For the entries below, work out how many lines include the string "Institution", then write only that number.
^^^^^^^^
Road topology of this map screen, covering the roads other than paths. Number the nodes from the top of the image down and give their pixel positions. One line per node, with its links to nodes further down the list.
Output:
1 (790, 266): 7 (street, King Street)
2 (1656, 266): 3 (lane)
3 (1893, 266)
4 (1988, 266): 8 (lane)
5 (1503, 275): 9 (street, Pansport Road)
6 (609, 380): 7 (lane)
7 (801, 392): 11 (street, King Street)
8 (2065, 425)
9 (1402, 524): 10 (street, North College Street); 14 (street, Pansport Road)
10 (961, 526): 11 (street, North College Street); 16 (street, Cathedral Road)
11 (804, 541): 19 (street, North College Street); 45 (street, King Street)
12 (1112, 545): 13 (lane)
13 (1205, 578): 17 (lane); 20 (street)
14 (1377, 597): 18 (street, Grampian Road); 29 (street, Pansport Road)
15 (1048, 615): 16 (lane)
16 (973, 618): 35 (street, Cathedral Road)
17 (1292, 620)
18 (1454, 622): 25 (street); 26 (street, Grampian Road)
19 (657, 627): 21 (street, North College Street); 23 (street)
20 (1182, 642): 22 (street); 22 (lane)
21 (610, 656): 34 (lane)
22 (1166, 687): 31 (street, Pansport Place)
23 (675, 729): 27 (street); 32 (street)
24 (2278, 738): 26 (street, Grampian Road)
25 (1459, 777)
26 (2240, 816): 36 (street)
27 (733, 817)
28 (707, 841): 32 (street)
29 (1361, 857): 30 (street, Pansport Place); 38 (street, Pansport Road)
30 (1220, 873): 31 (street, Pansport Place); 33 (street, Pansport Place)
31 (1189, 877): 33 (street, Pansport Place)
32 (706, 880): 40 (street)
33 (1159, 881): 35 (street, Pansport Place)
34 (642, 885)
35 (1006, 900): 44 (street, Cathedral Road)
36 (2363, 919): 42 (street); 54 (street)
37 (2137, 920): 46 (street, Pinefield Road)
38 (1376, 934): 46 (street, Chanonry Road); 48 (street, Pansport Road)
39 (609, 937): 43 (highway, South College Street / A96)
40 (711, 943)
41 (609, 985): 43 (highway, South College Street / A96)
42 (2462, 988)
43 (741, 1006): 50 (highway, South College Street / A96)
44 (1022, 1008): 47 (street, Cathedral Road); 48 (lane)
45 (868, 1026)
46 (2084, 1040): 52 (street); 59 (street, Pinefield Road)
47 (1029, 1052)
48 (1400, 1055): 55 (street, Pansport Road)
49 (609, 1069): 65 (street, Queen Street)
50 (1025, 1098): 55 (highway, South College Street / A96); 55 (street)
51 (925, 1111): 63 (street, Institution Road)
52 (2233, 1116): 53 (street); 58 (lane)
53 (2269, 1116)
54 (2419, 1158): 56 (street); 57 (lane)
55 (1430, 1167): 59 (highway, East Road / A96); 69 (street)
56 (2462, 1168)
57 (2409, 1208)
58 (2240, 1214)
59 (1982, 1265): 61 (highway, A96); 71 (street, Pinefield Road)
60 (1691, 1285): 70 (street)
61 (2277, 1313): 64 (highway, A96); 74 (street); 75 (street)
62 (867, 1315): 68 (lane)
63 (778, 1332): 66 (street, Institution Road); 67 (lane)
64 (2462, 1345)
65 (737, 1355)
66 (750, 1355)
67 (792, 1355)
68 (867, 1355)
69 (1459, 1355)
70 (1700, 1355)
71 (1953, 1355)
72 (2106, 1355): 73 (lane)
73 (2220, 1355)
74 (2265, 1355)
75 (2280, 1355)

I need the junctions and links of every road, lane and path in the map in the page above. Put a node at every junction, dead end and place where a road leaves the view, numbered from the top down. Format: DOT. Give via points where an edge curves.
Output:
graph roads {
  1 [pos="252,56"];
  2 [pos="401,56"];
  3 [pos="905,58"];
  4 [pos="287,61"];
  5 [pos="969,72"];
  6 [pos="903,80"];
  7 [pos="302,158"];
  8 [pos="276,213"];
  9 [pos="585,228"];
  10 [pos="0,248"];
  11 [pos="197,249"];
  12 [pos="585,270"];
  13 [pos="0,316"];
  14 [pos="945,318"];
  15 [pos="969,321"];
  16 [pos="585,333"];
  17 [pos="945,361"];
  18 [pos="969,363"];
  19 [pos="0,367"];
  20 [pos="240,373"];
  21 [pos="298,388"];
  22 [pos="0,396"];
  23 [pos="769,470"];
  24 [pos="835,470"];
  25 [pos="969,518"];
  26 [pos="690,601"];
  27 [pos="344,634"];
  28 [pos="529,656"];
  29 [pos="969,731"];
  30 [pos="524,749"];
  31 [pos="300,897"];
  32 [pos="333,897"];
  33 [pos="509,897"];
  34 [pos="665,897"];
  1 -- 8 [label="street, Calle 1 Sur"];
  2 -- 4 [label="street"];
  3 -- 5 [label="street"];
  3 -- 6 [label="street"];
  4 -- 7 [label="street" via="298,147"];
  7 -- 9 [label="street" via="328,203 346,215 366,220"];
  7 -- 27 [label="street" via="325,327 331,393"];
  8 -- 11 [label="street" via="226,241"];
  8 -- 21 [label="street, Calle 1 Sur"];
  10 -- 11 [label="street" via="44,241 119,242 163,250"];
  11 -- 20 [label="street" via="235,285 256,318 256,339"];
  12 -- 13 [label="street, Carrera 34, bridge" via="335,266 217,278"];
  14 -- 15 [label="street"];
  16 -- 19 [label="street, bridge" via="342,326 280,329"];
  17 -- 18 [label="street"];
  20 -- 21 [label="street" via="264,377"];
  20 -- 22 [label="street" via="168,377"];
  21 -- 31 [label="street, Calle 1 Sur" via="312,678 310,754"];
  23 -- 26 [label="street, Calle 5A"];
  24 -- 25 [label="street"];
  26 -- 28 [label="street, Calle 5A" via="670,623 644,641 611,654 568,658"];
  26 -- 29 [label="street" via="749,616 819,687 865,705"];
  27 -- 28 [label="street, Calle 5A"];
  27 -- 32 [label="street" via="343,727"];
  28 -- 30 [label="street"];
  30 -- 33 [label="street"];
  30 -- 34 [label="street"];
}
^^^^^^^^
= RESPONSE FOR THIS EXERCISE =
2